I enlisted the help of three people in the know. Here is what they had to say:
Kevin Foster, Professor of Evolutionary Biology, Department of Zoology, University of Oxford, pointed out that 500 generation is not a long time. He further suggested that “the minimal medium used gave the bugs glucose and there will be glucose and glycogen (which will be converted to glucose by the bugs) in meat broth. So the initial selection would have used the same enzymes as the final selection. To do this experiment again, I would recommend making the metabolic requirements non-overlapping. But it would also have to run for longer AND I would ahead of time, try to find a metabolic process that is known to be costly to run.” Furthermore: “auxotrophic mutants do not show much of a growth advantage if any at all (but we don’t work with these much)”.
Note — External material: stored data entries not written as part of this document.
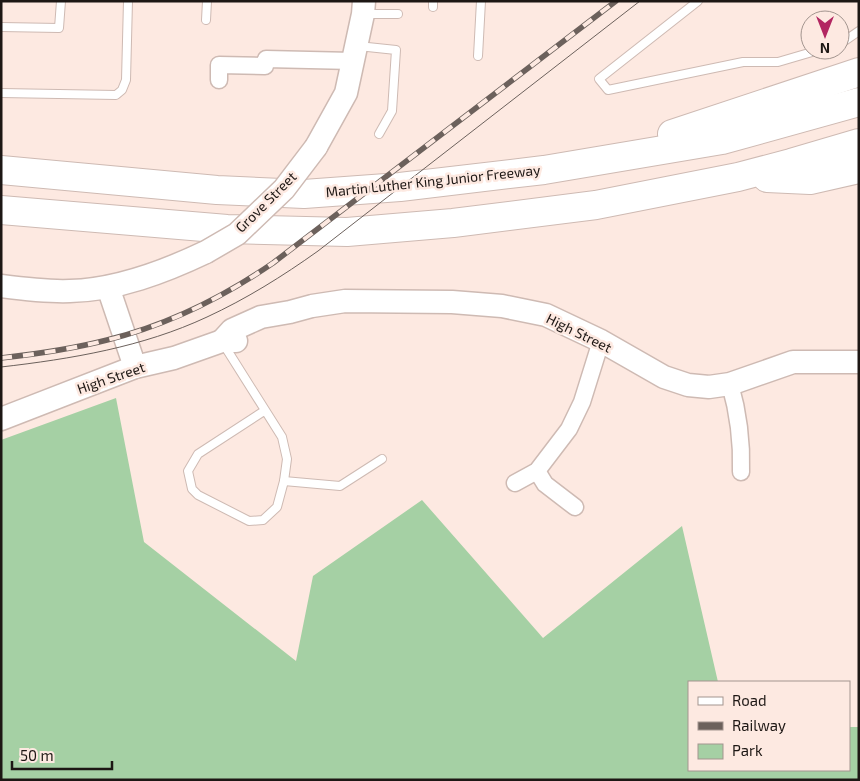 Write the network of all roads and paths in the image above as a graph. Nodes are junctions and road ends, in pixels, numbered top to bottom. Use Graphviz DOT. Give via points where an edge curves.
graph roads {
  1 [pos="61,1"];
  2 [pos="128,1"];
  3 [pos="206,1"];
  4 [pos="481,1"];
  5 [pos="698,1"];
  6 [pos="364,8"];
  7 [pos="398,14"];
  8 [pos="206,20"];
  9 [pos="1,27"];
  10 [pos="355,54"];
  11 [pos="478,56"];
  12 [pos="800,56"];
  13 [pos="859,72"];
  14 [pos="219,80"];
  15 [pos="1,93"];
  16 [pos="859,102"];
  17 [pos="379,134"];
  18 [pos="859,143"];
  19 [pos="577,164"];
  20 [pos="859,169"];
  21 [pos="1,170"];
  22 [pos="738,177"];
  23 [pos="1,210"];
  24 [pos="1,286"];
  25 [pos="108,288"];
  26 [pos="222,341"];
  27 [pos="601,341"];
  28 [pos="859,362"];
  29 [pos="134,367"];
  30 [pos="730,384"];
  31 [pos="264,411"];
  32 [pos="1,419"];
  33 [pos="382,459"];
  34 [pos="537,471"];
  35 [pos="741,472"];
  36 [pos="284,480"];
  37 [pos="515,483"];
  38 [pos="575,507"];
  1 -- 9 [label="lane" via="60,28"];
  2 -- 15 [label="lane" via="126,80 116,95"];
  3 -- 8 [label="lane"];
  4 -- 11 [label="lane"];
  5 -- 12 [label="lane" via="598,79 608,90 743,62 778,62"];
  6 -- 7 [label="lane"];
  6 -- 10 [label="main road, Grove Street"];
  10 -- 14 [label="street" via="266,59 265,66 219,65"];
  10 -- 17 [label="lane" via="396,50 392,111"];
  10 -- 25 [label="main road, Grove Street, bridge" via="346,93 316,148 284,189 237,234 172,268"];
  13 -- 19 [label="highway"];
  16 -- 19 [label="highway, Martin Luther King Junior Freeway" via="722,140"];
  18 -- 22 [label="highway"];
  19 -- 21 [label="highway, Martin Luther King Junior Freeway" via="400,187 304,194 217,190"];
  20 -- 22 [label="highway" via="810,180"];
  22 -- 23 [label="highway" via="596,205 453,223 346,232 227,229"];
  24 -- 25 [label="main road, Grove Street" via="70,291"];
  25 -- 29 [label="main road"];
  26 -- 27 [label="main road, High Street" via="232,330 261,317 345,301 502,306 546,315"];
  26 -- 29 [label="main road, High Street" via="174,358"];
  26 -- 31 [label="lane"];
  27 -- 30 [label="main road, High Street" via="664,377 688,385"];
  27 -- 34 [label="street" via="582,402 569,429"];
  28 -- 30 [label="main road, High Street" via="793,362"];
  29 -- 32 [label="main road, High Street"];
  30 -- 35 [label="street" via="738,412"];
  31 -- 36 [label="lane" via="282,437 287,459"];
  31 -- 36 [label="lane" via="198,454 188,471 192,489 249,521 263,520 277,508"];
  33 -- 36 [label="lane" via="340,486"];
  34 -- 37 [label="street"];
  34 -- 38 [label="street" via="545,484"];
} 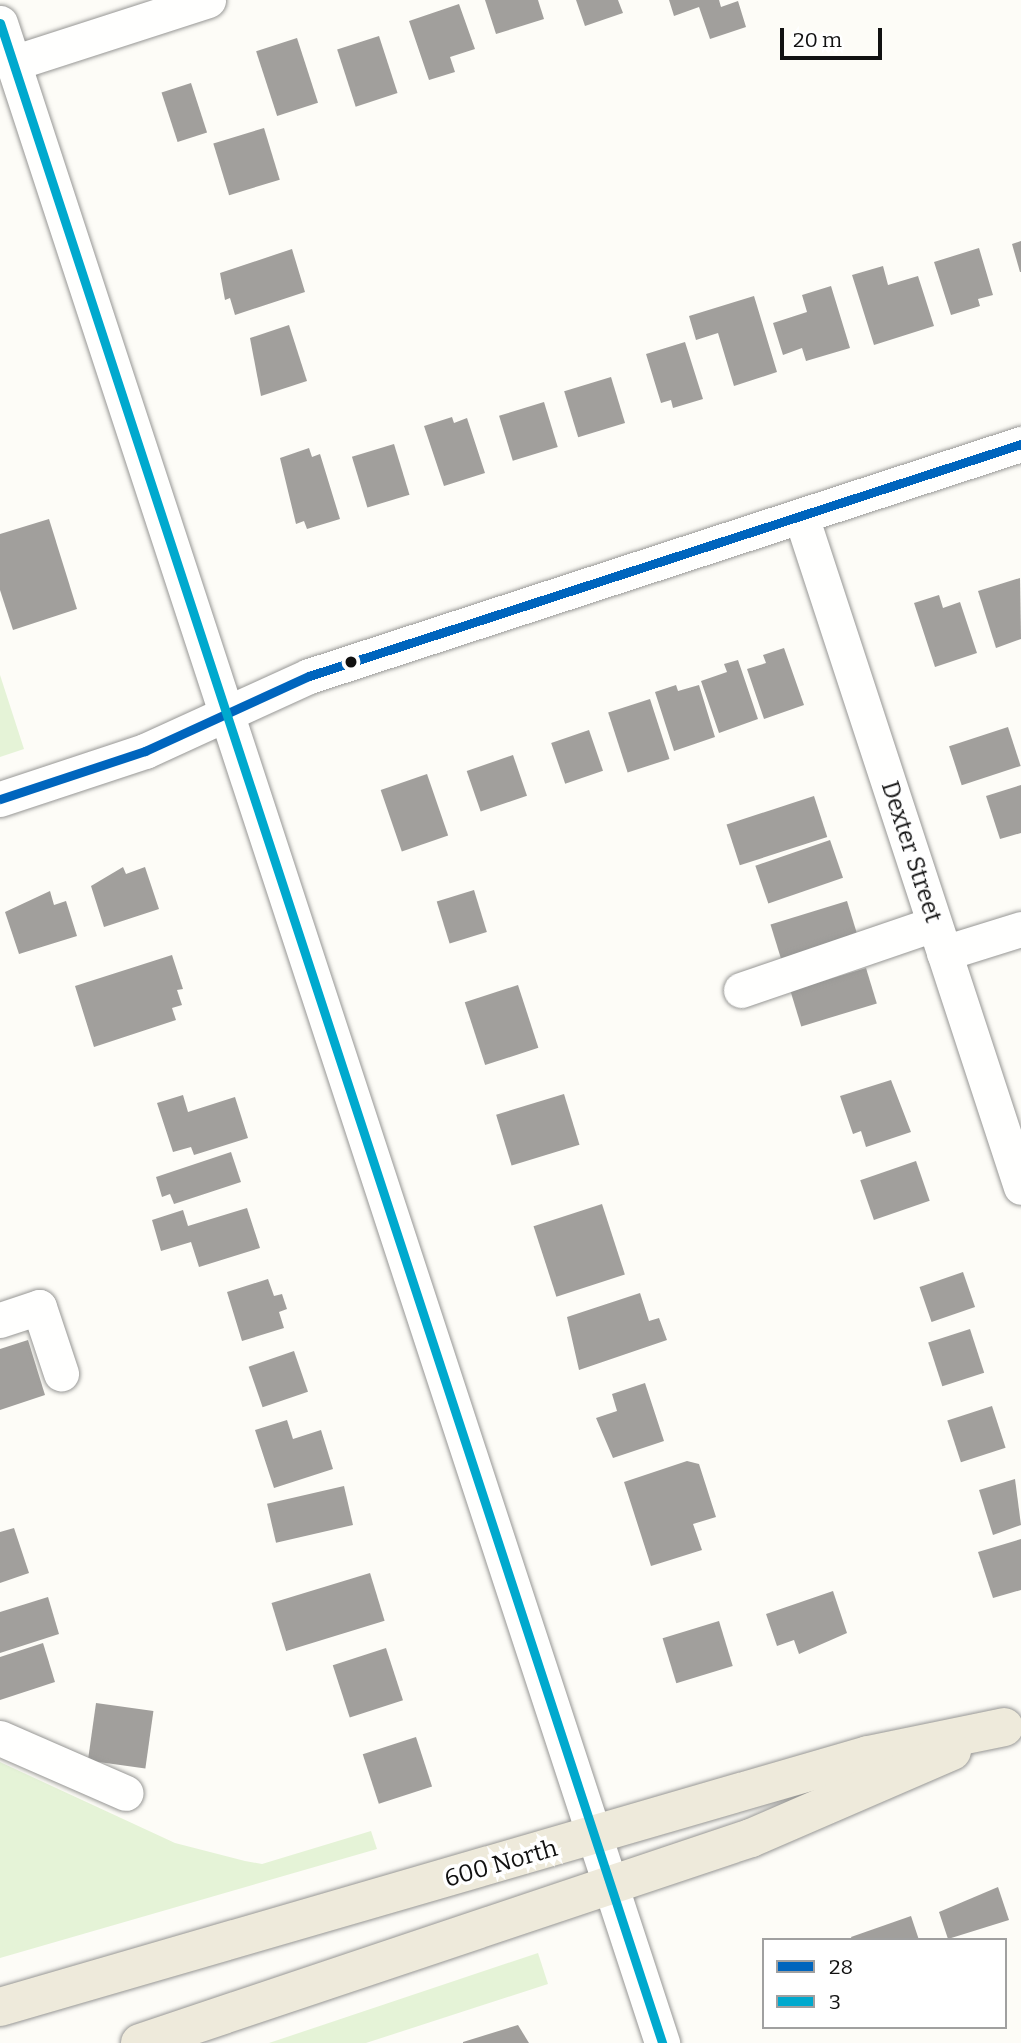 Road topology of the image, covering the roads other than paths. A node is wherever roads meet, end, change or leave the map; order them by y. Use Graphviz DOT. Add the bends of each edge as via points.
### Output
graph roads {
  1 [pos="208,0"];
  2 [pos="0,23"];
  3 [pos="13,63"];
  4 [pos="1021,444"];
  5 [pos="801,516"];
  6 [pos="228,713"];
  7 [pos="0,799"];
  8 [pos="1021,929"];
  9 [pos="939,939"];
  10 [pos="741,989"];
  11 [pos="1021,1188"];
  12 [pos="0,1320"];
  13 [pos="61,1373"];
  14 [pos="1012,1724"];
  15 [pos="0,1738"];
  16 [pos="126,1793"];
  17 [pos="594,1837"];
  18 [pos="610,1886"];
  19 [pos="0,2007"];
  20 [pos="140,2043"];
  21 [pos="662,2043"];
  1 -- 3 [label="street"];
  2 -- 3 [label="street"];
  3 -- 6 [label="street"];
  4 -- 5 [label="street"];
  5 -- 6 [label="street" via="309,676"];
  5 -- 9 [label="street, Dexter Street"];
  6 -- 7 [label="street" via="145,751"];
  6 -- 17 [label="street"];
  8 -- 9 [label="street"];
  9 -- 10 [label="street"];
  9 -- 11 [label="street, Dexter Street"];
  12 -- 13 [label="street" via="39,1307"];
  14 -- 17 [label="main road, 600 North" via="868,1755"];
  14 -- 18 [label="main road, 600 North" via="827,1810"];
  15 -- 16 [label="street"];
  17 -- 18 [label="street"];
  17 -- 19 [label="main road, 600 North"];
  18 -- 20 [label="main road, 600 North"];
  18 -- 21 [label="street"];
} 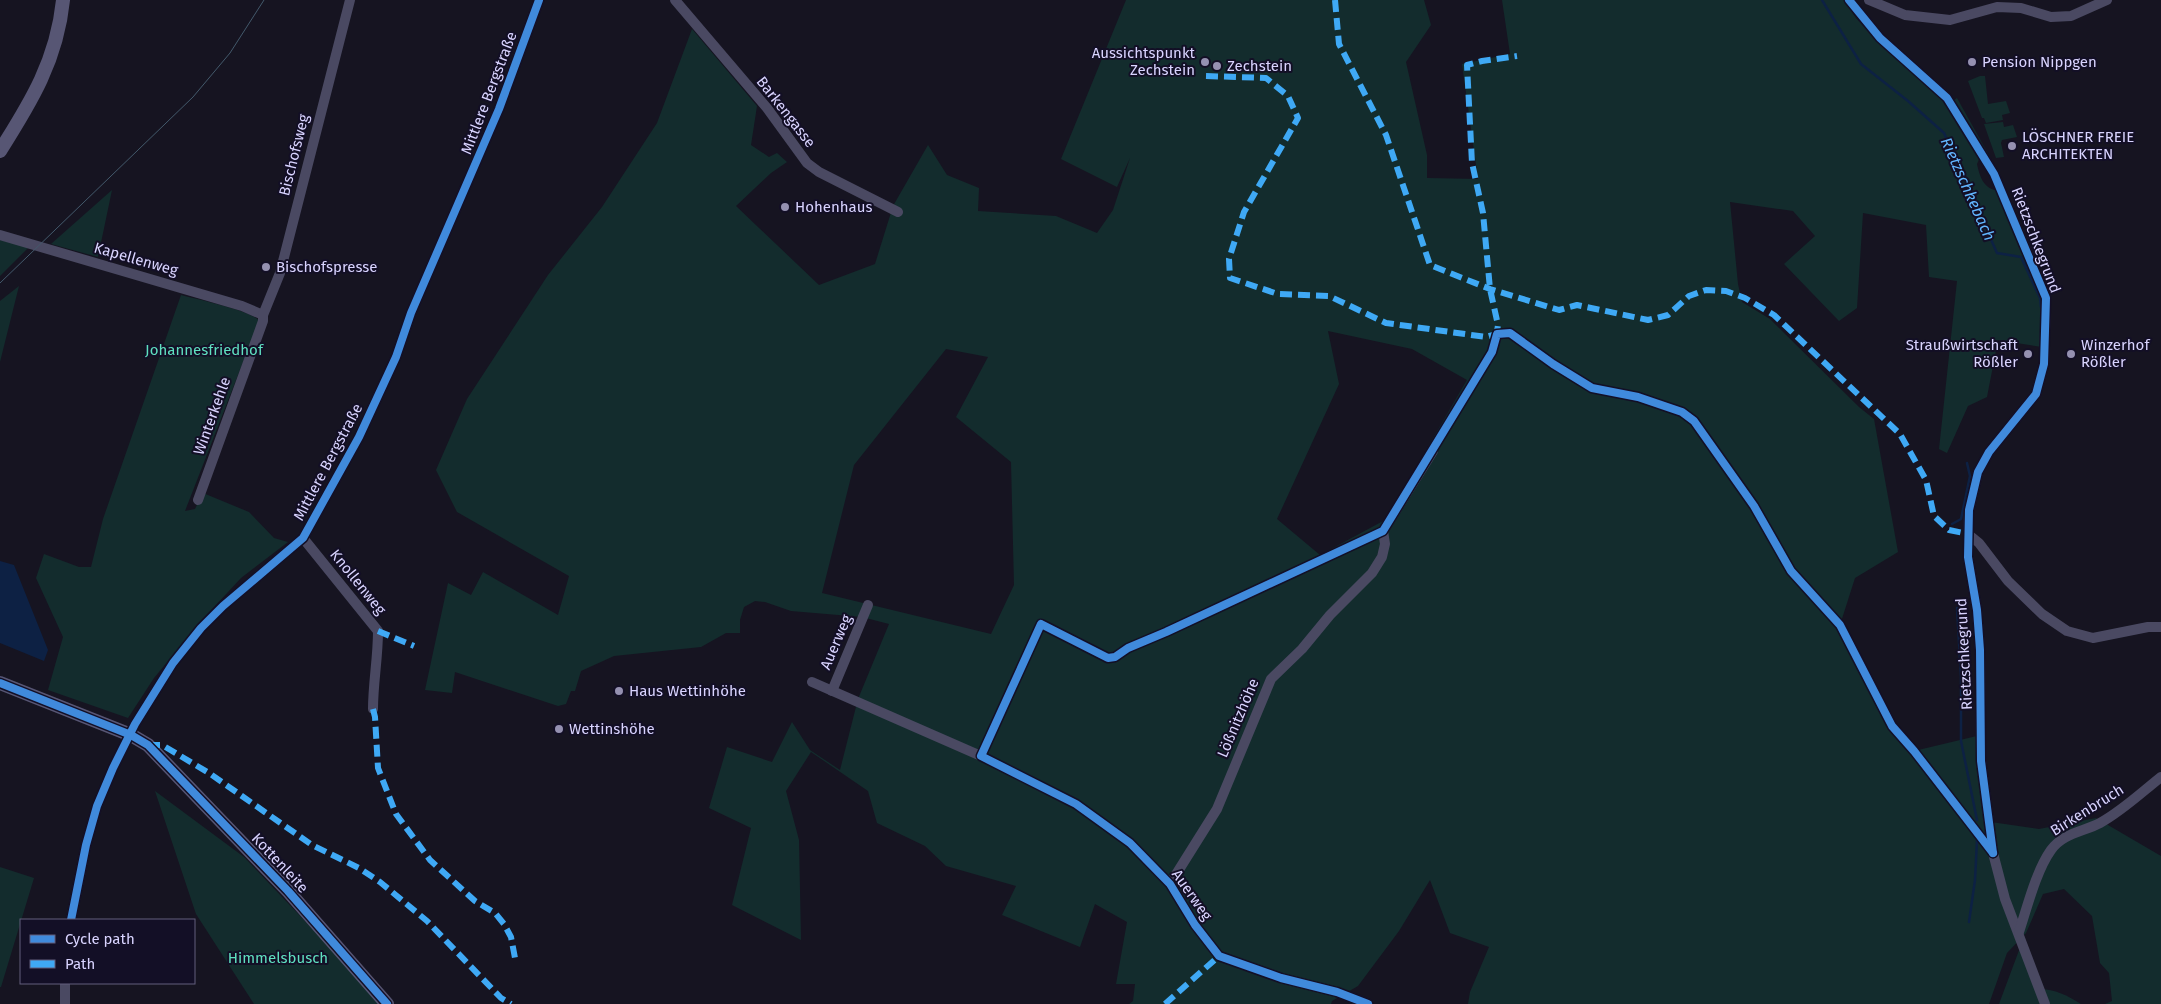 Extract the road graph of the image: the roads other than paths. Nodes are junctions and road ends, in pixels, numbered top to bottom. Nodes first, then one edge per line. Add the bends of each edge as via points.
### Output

John Ingraham, Professor emeritus, University of California at Davis, focused on the fact that for auxotrophs to become detectable, they would have to have a growth advantage over their prototrophic parents. “The growth advantage of an auxotroph would derive from its saving ATP (owing in the case of a deletion to making a tad less DNA, and in all blocking mutations by decreasing flow through an unneeded pathway below the perhaps residual flow escaping feedback inhibition, and making less of the unneeded enzyme than the level set by end-product repression.) and probably to a lesser extent saving carbon.” He then said that “Ole's medium is most probably one that would offer ATP and carbon excess. (Who knows what set its growth rate. but it supports a blazingly fast perhaps not improvable growth rate.) Instead, Ole should have used a minimal medium with a poor carbon source (for example succinate or lactate) In which ATP and carbon supply limit growth rate. Then end products that are not utilizable as sources of energy and carbon should be added to support growth of corresponding auxotrophs. These would include certain amino acids, uracil, purines, and certain vitamins. Such a medium, I would think, would offer a distinct growth advantage to auxotrophs.
Kevin Young, Professor, Department of Microbiology and Immunology, University of Arkansas for Medical Sciences, calculated that the inoculum size must have been too small to contain any mutant that may have arisen. He posited, “I don’t think the experiment failed in the sense of disproving the original hypothesis (that auxotrophs would accumulate when grown in a rich medium). I’m just afraid that the repeated re-inoculation steps continually selected for the most prevalent cells in the culture, which were the un-mutated wild type cells.”
Elio adds: I agree that this last point is crucial and may suffice to explain the apparent failure. One way to repeat the experiment without this limitation could be to use a turbidostat, a device that allows constant growth at a maximal rate and a fixed population density. No evolutionary bottleneck here. This would overcome the major object of Kevin Y. and could be used to probe into the experimental situations suggested by Kevin F. and John I.